- Michael Dahdal
From Knowing To Understanding

Knowledge is no great feat in and of itself, especially if that knowledge can’t be transformed into understanding.
If anything, knowledge alone could easily be rendered futile.
It's worthwhile to note, you are now living in the age of information.
Where knowledge is literally at your fingertips, a push of a button away.
So the skill is not in the consumption of that information
But in your ability to make good sense of it
In your ability to not only distinguish fact from fiction,
But view it in the broader context of the system that produced it.

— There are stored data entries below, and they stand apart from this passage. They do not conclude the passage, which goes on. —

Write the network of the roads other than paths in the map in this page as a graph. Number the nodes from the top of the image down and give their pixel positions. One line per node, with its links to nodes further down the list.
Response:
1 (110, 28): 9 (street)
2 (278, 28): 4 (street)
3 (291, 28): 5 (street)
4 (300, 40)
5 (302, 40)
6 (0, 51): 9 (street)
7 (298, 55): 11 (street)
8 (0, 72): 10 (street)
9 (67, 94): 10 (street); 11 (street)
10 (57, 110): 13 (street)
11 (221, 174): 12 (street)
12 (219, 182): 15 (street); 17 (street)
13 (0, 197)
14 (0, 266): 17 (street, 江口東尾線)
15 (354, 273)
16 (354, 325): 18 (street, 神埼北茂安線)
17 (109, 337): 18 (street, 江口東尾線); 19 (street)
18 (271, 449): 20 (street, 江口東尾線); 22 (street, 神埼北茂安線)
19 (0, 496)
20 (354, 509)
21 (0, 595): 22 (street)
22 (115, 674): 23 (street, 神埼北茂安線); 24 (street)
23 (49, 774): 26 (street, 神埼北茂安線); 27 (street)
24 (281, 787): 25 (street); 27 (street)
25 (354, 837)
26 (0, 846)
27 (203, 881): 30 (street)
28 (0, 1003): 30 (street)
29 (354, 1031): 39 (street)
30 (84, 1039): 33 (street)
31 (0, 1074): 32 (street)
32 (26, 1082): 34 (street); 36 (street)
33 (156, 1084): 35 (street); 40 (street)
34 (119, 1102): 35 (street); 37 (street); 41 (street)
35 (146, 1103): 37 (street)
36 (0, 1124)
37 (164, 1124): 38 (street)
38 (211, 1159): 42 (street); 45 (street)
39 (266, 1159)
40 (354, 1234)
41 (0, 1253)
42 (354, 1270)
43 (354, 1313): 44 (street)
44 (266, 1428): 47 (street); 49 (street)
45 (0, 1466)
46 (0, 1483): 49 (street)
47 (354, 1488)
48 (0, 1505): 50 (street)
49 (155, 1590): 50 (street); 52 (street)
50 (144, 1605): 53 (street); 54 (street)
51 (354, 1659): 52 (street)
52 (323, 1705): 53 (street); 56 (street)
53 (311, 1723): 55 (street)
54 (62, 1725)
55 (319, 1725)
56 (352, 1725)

In synthesising information and seeing how it relates to your actual lived experience.
How it measures up against or challenges your values
Your beliefs about right and wrong
What’s good and what's not
And how these often competing values translate to the priorities you set
And the decisions you ultimately make.
It’s not good enough anymore to just read the head lines, clickbait is a thing.
It’s also not good enough to take a single fact or source of information at face value
Because in this way, you're easily manipulated and lead astray.
You're easily distracted, taking your focus away from the things that really matter.
In this hyper age of knowledge, information (and misinformation),
What we’re really missing is truth.
What we’re really seeking is not knowledge at all, but wisdom.
A practical reality that cuts to the heart of what it means to be human.
We too often take for granted the depth of what that entails.
And the only way to really transform knowledge into understanding is not to read about it,
But through your lived experience.
Not in merely thinking, but also in doing.
Not only in your ability to recite facts about things, people or places
But in your ability to commune and relate with these things in meaningful ways
In ways that allows knowledge to be revealed during the unfolding of life itself
In ways that allow you to stumble and fall.
Because if you truly want to understand life, you don't dwell on it, but rather, plunge yourself into it.
This has always been how we best learn, it's time tested and still true.
This is also the way of nature and nature is wise.